# Derailer Compatibility (9/10 speed)



## kosmo (May 26, 2005)

Does anyone know if my road bike 9-speed ultegra derailer will work with a new 10-speed drivetrain?

My 9-speed stuff is toast, but the derailer is almost new. Would hate to replace it for no good reason.

Thanks!


----------



## steelbikerider (Feb 7, 2005)

A Shimano rep I used to race with told me that 10 speed levers will shift fine with 9-speed deraillers.


----------



## Dave Hickey (Jan 27, 2002)

kosmo said:


> Does anyone know if my road bike 9-speed ultegra derailer will work with a new 10-speed drivetrain?
> 
> My 9-speed stuff is toast, but the derailer is almost new.
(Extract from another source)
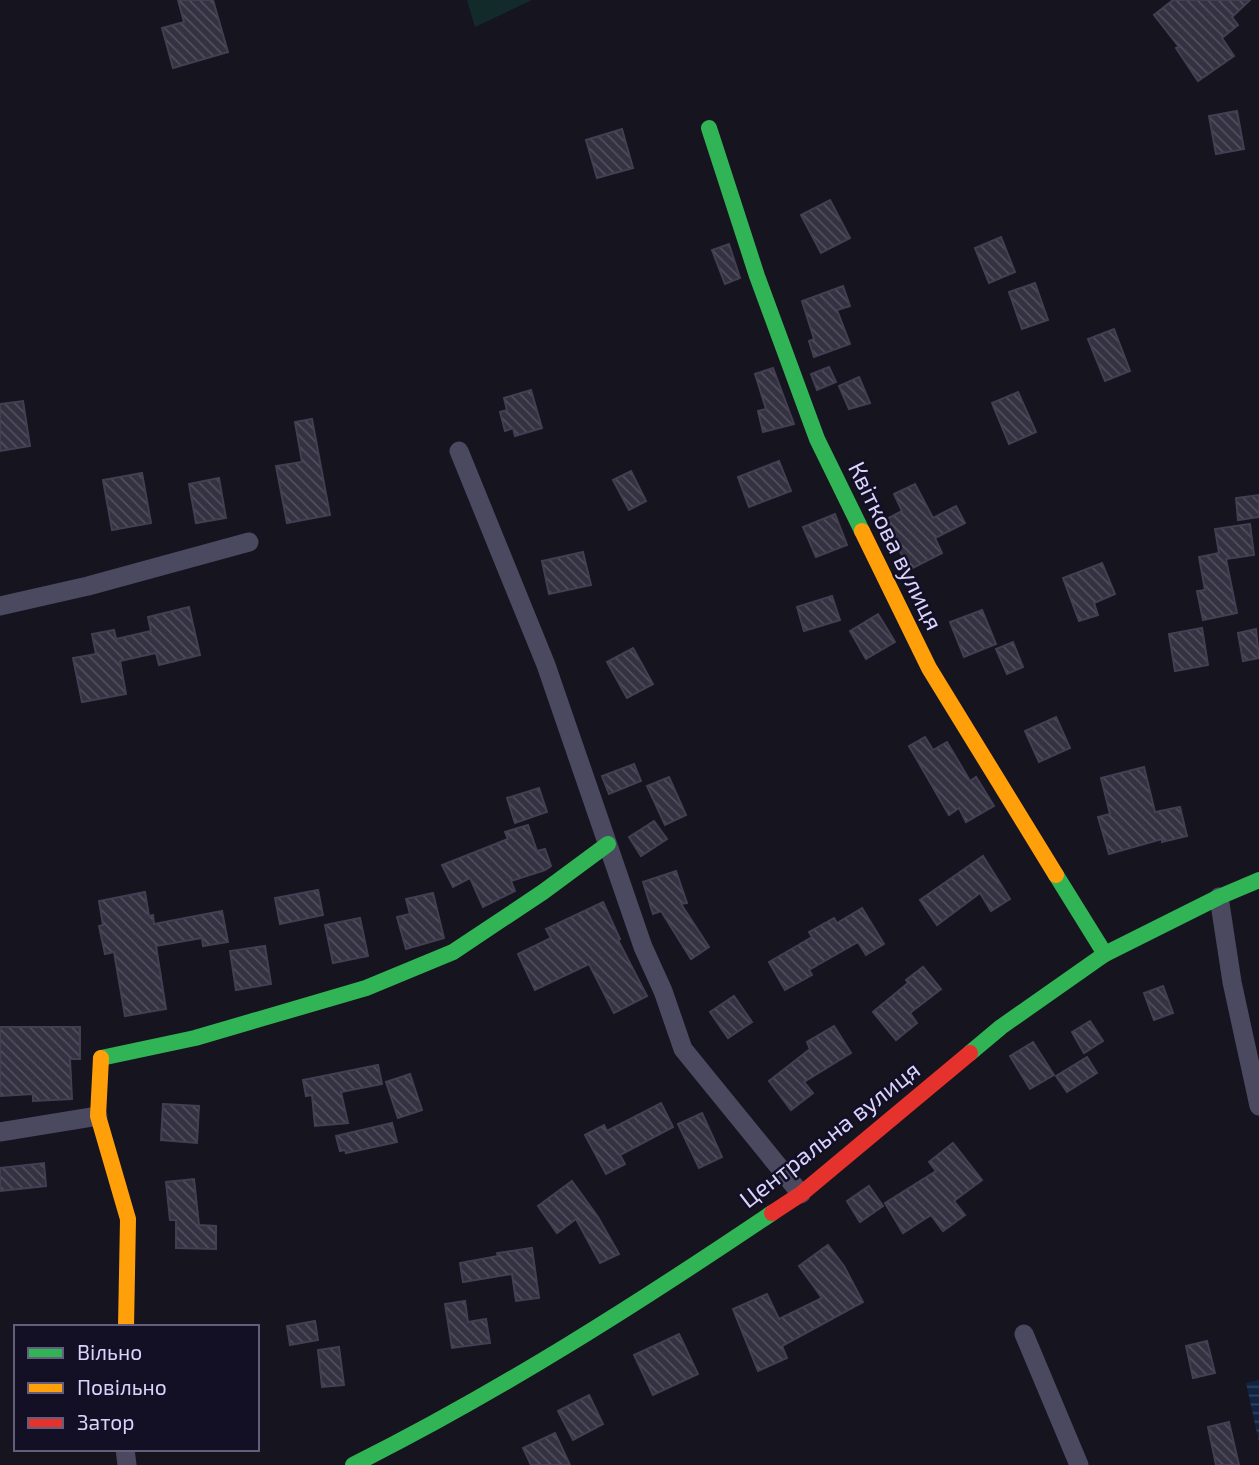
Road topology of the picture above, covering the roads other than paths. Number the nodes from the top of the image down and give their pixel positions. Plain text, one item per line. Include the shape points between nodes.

Would hate to replace it for no good reason.
> 
> Thanks!


Yes, it will work fine


----------



## mr meow meow (Jan 29, 2004)

*9 speed shimano with 10 speed everything else*

COMPLETELY COMPATIBLE. I have 1500 miles on a DA10 w/DA9 rear derailleur and it works better than the DA10 rear it replaced. Of course, I mangled the DA10 derailleur due to an improperly installed chain so that might be a bit unfair.


----------